**What you are asked to do:** Wherever the string "street" turns up in the data, copy the whole line.

**Source material:**
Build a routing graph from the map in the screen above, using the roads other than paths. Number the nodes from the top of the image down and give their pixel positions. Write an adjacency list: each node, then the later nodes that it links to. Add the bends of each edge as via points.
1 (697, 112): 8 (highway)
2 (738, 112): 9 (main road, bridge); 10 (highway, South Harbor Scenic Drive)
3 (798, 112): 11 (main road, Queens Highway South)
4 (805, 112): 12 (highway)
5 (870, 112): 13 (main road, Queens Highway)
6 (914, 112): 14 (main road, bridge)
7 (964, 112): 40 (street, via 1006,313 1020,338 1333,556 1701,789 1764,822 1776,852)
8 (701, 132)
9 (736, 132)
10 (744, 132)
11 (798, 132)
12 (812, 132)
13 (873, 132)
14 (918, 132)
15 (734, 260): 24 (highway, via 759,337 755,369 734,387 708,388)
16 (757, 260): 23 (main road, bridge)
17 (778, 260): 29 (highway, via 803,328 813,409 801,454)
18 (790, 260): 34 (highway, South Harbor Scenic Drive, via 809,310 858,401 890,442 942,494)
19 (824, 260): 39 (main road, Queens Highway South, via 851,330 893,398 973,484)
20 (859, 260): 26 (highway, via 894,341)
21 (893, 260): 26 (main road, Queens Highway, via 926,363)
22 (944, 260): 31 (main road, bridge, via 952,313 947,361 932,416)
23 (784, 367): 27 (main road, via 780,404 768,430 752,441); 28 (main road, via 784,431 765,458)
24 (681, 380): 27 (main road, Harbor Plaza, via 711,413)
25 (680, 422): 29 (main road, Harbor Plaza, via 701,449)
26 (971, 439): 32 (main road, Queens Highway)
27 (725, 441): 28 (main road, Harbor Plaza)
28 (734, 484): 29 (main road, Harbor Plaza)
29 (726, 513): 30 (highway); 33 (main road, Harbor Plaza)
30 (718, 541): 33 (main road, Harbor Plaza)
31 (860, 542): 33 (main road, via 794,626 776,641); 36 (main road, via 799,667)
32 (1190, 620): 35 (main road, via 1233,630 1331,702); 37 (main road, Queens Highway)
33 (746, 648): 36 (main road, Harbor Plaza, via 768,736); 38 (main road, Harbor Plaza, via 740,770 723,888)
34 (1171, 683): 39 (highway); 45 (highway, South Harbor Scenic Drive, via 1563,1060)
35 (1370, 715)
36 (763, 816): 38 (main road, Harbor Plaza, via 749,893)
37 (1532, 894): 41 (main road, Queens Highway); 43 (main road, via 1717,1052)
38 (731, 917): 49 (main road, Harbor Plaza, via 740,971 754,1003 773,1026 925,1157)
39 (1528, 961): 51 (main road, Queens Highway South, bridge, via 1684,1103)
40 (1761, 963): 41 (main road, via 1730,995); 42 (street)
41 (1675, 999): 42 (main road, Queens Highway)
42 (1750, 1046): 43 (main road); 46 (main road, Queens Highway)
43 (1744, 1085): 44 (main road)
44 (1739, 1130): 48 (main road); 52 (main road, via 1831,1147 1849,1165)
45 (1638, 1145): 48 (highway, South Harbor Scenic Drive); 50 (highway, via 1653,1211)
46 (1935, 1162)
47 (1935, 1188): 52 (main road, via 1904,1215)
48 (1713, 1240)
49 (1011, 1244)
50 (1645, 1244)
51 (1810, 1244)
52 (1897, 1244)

**Response to the exercise:**
7 (964, 112): 40 (street, via 1006,313 1020,338 1333,556 1701,789 1764,822 1776,852)
40 (1761, 963): 41 (main road, via 1730,995); 42 (street)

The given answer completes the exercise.